In gleicher Weise haften die Verwender der IRR-Methode zum Beispiel als Initiator, Prospektprüfer, Banken und Vertriebe, Anlageberater, Steuerberater und Wirtschaftsprüfer, Rechtsanwälte, Ratingagenturen und Hersteller von Software für Finanzplanungssysteme mit IRR-Anwendung beziehungsweise Verwendung.
Konsument der Ausschüttungen kann nichts wiederanlegen
Wenn dem Anleger die Rendite nach der internen Zinsfuß Methode genannt oder diese im Prospekt als einzige Renditekennziffer ausgewiesen wurde, dann wurden ihm automatisch und klammheimlich Zusatzzinsen aus der automatischen Wiederanlage zugewiesen, die er als Konsument der Rückflüsse niemals erzielen kann, weil diese nur fiktiv in der IRR mitgerechnet werden und eine unrichtig vorteilhafte Aussage liefern. Auf alle Fälle sind die IRR-Renditeangaben für den Konsumenten der Rückflüsse nachweislich viel zu hoch angesetzt, wie die Beispielrechnung in Tabelle 1 zeigt.
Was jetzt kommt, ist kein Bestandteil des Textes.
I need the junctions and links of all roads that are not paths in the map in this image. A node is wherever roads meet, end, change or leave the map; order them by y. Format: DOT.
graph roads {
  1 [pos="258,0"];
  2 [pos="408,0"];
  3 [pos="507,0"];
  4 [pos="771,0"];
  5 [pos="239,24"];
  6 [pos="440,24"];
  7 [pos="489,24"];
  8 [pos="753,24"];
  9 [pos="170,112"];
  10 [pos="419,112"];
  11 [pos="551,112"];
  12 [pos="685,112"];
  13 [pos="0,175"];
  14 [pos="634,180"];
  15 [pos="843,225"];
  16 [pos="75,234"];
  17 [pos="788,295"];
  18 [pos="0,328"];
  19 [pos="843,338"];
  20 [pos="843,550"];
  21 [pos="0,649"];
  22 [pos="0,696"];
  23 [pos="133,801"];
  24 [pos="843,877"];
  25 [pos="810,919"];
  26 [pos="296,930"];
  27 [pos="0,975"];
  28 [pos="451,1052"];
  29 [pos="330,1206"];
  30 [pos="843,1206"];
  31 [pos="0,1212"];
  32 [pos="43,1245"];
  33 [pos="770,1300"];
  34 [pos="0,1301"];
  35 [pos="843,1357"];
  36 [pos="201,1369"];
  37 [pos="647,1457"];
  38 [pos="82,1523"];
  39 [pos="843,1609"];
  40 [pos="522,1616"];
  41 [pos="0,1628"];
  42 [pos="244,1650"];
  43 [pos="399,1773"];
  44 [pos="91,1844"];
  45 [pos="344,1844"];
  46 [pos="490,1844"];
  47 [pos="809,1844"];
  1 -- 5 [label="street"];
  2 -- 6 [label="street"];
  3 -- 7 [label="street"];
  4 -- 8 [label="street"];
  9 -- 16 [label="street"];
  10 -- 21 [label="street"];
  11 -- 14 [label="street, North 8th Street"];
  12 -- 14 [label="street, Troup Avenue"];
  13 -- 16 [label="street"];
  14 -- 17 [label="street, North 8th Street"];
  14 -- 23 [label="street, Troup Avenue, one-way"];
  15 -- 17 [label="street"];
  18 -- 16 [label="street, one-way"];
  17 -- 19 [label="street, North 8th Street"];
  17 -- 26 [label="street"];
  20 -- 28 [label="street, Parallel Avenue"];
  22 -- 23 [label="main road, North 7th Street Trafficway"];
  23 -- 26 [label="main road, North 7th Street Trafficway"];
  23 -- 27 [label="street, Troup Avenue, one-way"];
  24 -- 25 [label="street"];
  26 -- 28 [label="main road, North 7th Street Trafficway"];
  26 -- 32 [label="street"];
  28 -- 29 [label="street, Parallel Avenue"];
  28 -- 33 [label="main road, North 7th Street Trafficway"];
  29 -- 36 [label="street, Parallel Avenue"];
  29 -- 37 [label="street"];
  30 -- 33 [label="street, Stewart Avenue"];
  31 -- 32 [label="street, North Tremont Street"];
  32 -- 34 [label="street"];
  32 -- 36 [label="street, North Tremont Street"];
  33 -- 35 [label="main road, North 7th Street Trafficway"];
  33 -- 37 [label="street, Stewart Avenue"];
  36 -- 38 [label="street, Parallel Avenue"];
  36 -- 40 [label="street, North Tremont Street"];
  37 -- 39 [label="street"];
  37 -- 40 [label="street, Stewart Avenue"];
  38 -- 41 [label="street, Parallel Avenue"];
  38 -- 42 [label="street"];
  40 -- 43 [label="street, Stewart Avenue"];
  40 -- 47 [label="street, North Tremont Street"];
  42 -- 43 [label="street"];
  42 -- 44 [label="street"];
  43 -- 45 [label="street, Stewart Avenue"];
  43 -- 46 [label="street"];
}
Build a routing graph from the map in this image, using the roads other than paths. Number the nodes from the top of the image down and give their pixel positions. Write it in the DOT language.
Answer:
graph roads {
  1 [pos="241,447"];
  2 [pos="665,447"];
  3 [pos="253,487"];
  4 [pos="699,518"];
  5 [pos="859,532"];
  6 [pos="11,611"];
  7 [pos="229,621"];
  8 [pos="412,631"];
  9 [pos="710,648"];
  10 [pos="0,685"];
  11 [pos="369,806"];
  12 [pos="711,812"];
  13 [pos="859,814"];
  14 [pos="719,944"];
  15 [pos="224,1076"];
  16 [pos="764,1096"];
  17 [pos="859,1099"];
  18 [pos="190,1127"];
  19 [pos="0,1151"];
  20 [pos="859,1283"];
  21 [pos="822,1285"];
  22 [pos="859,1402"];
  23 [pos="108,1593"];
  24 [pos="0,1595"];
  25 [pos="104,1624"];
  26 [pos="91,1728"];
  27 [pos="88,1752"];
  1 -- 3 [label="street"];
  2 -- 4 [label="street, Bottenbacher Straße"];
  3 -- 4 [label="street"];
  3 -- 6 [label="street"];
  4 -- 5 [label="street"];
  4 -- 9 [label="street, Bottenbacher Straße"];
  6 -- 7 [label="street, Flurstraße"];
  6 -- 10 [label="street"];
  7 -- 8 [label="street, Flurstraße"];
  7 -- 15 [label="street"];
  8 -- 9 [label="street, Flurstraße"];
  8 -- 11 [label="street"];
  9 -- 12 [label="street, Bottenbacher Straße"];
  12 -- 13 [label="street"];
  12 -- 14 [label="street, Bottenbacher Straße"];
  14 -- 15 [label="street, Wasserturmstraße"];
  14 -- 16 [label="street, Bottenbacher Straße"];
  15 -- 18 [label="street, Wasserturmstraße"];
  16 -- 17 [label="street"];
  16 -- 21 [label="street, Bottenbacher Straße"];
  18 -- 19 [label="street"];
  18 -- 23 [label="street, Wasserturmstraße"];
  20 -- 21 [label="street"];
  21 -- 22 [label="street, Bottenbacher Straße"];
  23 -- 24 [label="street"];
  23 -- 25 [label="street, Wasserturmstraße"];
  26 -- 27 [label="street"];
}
Um dies auch für Beteiligungen an geschlossenen Fonds aufzuzeigen, verwenden wir ein anonymisiertes Schiffsbeteiligungsbeispiel in Tabelle 3, das genau denselben Annahmen der Wiederanlage unterliegt, wenn man die IRR-Methode anwendet. Die Auswertung der Schiffsbeteiligung zeigt eine IRR-Renditekennziffer von 7,32 Prozent per anno, obwohl die Summe aller Rückflüsse nur 168 GE beträgt.
Legt man alle Rückflüsse (entspricht den Ausschüttungen) komplett wieder zu 7,32 Prozent per anno an, dann erhält man am Investitionsende 202,73 GE.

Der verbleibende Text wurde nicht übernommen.